The London plane tree, a variety of the sycamore, is the street tree of choice in New York — to the point of exhaustion, since street after street features so many of them. You’ll also find quite a number of oaks. Chestnut and elm, not so much; these have had their numbers cut into by disease over the years. The preponderance of London planes, as I’m sure you won’t be amazed by, is due to Parks Commissioner/transit czar Robert Moses’ love of them — he had them planted all over town beginning in the 1930s. The sycamore was also victim to attack by disease, and it was hybridded with the Oriental plane to make it hardier, producing the London plane.

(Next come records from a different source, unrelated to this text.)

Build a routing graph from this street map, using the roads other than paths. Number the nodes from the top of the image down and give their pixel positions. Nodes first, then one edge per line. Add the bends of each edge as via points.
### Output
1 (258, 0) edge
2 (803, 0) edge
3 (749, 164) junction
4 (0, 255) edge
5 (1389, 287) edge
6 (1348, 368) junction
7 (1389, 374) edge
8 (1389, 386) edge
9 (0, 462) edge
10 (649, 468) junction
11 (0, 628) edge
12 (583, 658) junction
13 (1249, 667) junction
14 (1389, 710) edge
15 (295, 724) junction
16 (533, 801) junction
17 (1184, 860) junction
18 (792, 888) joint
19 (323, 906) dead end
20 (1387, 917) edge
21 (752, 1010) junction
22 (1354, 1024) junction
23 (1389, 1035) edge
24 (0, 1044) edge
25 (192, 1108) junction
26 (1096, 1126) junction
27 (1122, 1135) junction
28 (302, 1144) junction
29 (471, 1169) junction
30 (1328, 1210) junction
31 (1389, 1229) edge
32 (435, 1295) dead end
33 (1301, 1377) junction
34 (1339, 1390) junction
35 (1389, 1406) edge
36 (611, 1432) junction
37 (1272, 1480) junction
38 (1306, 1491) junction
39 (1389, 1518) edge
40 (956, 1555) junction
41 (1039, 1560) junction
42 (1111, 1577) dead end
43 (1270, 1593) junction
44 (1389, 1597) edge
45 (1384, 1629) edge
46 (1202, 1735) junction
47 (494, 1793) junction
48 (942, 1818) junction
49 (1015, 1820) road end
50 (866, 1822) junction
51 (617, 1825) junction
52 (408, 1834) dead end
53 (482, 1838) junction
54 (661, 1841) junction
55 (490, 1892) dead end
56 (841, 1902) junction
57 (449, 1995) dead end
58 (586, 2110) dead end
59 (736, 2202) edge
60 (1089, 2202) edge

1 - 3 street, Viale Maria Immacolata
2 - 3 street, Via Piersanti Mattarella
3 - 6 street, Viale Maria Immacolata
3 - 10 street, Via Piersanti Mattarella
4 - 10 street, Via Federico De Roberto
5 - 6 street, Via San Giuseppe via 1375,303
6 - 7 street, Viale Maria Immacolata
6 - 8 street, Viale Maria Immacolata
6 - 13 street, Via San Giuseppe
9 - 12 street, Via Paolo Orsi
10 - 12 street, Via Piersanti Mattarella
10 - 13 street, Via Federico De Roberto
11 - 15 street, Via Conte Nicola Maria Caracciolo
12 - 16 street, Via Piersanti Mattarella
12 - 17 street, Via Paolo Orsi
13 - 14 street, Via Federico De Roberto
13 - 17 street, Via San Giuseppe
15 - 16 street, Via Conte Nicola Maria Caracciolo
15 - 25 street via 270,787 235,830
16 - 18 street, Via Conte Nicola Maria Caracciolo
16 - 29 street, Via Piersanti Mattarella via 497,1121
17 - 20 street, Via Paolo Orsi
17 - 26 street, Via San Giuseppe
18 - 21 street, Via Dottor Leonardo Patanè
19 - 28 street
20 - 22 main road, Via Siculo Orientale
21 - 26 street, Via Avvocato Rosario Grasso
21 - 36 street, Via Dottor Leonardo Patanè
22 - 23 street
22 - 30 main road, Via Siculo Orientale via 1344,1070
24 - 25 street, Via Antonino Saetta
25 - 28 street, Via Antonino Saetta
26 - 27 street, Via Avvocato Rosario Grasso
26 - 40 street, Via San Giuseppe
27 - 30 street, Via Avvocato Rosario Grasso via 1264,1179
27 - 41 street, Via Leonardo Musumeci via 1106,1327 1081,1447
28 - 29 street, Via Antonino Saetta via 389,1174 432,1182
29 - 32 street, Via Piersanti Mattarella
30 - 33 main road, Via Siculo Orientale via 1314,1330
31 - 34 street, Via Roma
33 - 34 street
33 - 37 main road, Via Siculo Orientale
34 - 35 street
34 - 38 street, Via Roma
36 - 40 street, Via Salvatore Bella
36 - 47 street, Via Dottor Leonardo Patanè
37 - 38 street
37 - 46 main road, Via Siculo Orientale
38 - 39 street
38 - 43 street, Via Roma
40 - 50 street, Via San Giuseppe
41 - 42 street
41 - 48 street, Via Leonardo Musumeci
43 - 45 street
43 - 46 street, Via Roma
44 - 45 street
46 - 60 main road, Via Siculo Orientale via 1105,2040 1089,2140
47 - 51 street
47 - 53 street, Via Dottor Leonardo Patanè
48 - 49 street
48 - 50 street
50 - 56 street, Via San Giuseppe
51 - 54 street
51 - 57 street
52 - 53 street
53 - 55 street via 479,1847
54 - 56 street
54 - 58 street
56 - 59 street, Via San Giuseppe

Until around the turn of the century, most of the Little Neck area was sparsely populated, open farm land. In 1905, Mary and Benjamin Woolley sold a tract of land to the Rickert-Finlay Company which proceeded to lay out streets and building lots for the Westmoreland development. Generally, it is bounded by Northern Boulevard on the south, Little Neck Parkway on the west, the LIRR and 39th Road on the north and Nassau Road on the east. Most of the 300 or more homes in the area were built between 1905 and 1930. The title of every property in Westmoreland can be traced back to when Rickert-Finlay bought it. Westmoreland Association
At some time in the dim past, when curving 249th Street was laid out in Little Neck between 41st Avenue and Northern Boulevard near your webmaster’s home, someone decided the street would look just dandy with conifers of all varieties, and so, you’ll find dozens of them here, at the curb line and on home plots. In addition, there are a lot of conifers in my complex, Westmoreland Gardens. Quite the contrast to the usual London plane-dominated curbscapes. I will show you some of them on this page.
Eastern White Pine
Norway spruce, Eastern white pine, Colorado blue spruce
Some of the trees have odd shapes as they have been trimmed to avoid the power and utility lines, lessening the chance of combustion.
43rd Avenue and 249th until mid-2008 had an odd plant at the NW corner that I called the wishbone tree as it had a tuning fork-shaped trunk. Unfortunately it was cut down before I could get a picture. I’m told tres of that type frequently grow wishbone trunks.
To my eye conifer cones evolved to resemble insects or small animals like slugs, so that animals would snatch them and distibute the seeds. However I am also aware that conifers evolved long before larger land animals did, so I am likely wrong about that.
ForgottenFan Eric Weaver: The conifers I saw on your page are mostly Norway Spruces. The best way to identify conifers is by their cones. When I used to go hiking, my friends would be looking at the trees while I would be looking down at the cones. The cones you showed were Picea abies, the Norway spruce. If you bring one indoors for a few weeks, it will open up and spread the scales to drop seeds. The small seeds have wings that let them get blown by the wind for dispersal.
One of the other conifers is a Colorado Blue Spruce, a selected bluish clone of Picea pungens. The few pines in the pictures are best identified by number of needles (leaves) per bundle and the cones. There are 95 species of Pinus in the world with at least four only endemic to California.
Most conifer seeds have wings to disperse by wind. Rodents, like squirrels, will gnaw on the cones to get to the seeds hence some cones have curved hooks and prickles to protect the seeds. Some pine cones are covered with pitch which melts in a fire which lets the cone open to repopulate only after a fire.